Nicht nur Vorurteile färben die Wahrnehmung des Menschen. Klauer untersuchte auch die These, dass der Mensch alle Eindrücke spontan nach den Kategorien positiv und negativ bewertet. "Die emotionale Tönung ist im Organismus immer präsent. Die Zuordnung geht sehr schnell, geschieht aber häufig unbewusst." So bewerten Probanden, die zuvor beispielsweise mit Babyfotos positiv eingestimmt wurden, eine neutrale Situation deutlich positiver als die zuvor mit Kriegsfotos konfrontierten. Mit dem Wissen über die emotionale Tönung ließen sich beispielsweise verfeindete Gruppen besser wieder zusammenführen, meint Klauer.
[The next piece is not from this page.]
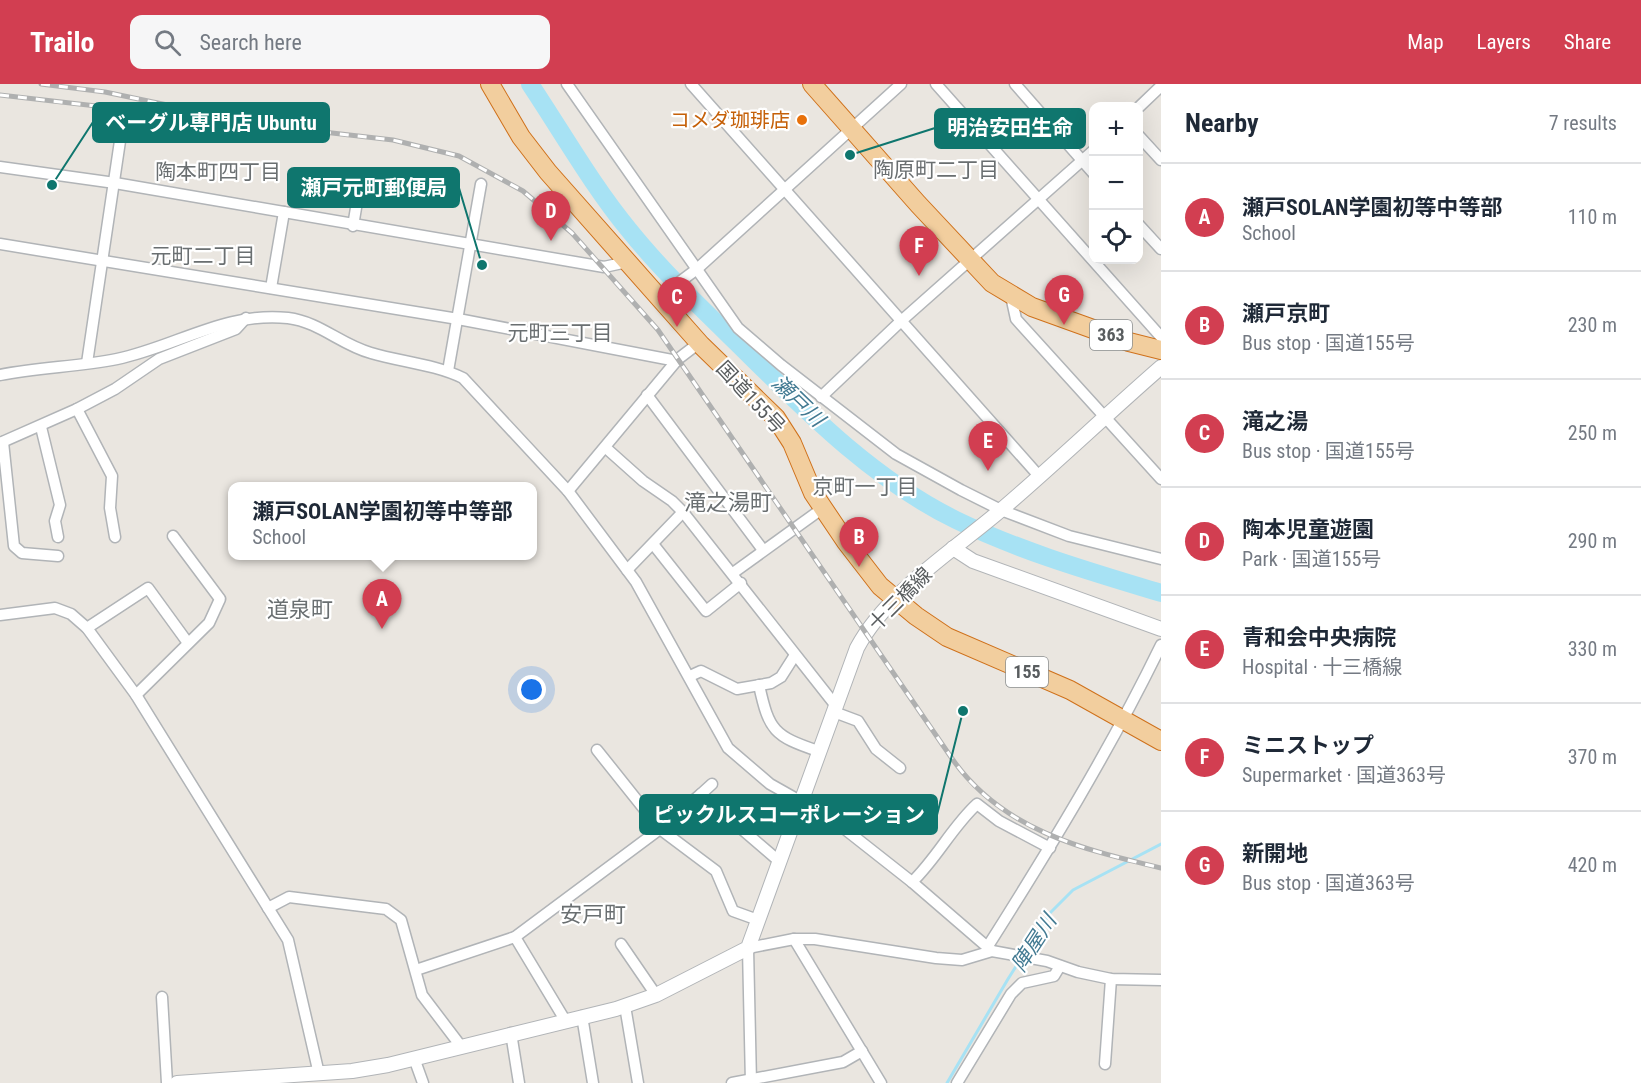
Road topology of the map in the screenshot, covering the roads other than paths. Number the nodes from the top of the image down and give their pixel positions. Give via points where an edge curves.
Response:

Mit seinen Beiträgen hat der Bonner Psychologe Standards gesetzt und sich ein internationales Renommee erworben. Der 1961 in Bad Kreuznach geborene Karl Christoph Klauer studierte Mathematik und Psychologie in Aachen und Hamburg, wo er im Fach Psychologie promovierte.

Er ging dann nach Berlin und habilitierte sich im Jahr 1992 an der Freien Universität. Nach einer Professur für Allgemeine Experimentelle Psychologie an der Universität Heidelberg folgte Klauer 1996 einem Ruf auf eine Professur für Psychologie an die Universität Bonn. Angebote aus Cardiff und Wien lehnte er ab. Die Deutsche Forschungsgemeinschaft ehrt mit dem Leibniz-Programm 2004 noch zwei weitere Wissenschaftlerinnen und acht Wissenschaftler. DFG-Präsident Ernst-Ludwig Winnacker übergibt die Preise am 25. Februar in der Berlin-Brandenburgischen Akademie der Wissenschaften in der Hauptstadt.

Der Leibniz-Preis

Die Fördersumme von 1,55 Millionen Euro können die Preisträger nach ihren Wünschen für Forschungsvorhaben in den nächsten fünf Jahren einsetzen. Die Deutsche Forschungsgemeinschaft (DFG) will mit dem 1985 eingerichteten Programm die Arbeitsbedingungen herausragender Wissenschaftler verbessern, ihre Forschungsmöglichkeiten erweitern, sie von Verwaltungsaufwand entlasten und die Beschäftigung besonders qualifizierter Nachwuchswissenschaftler erleichtern.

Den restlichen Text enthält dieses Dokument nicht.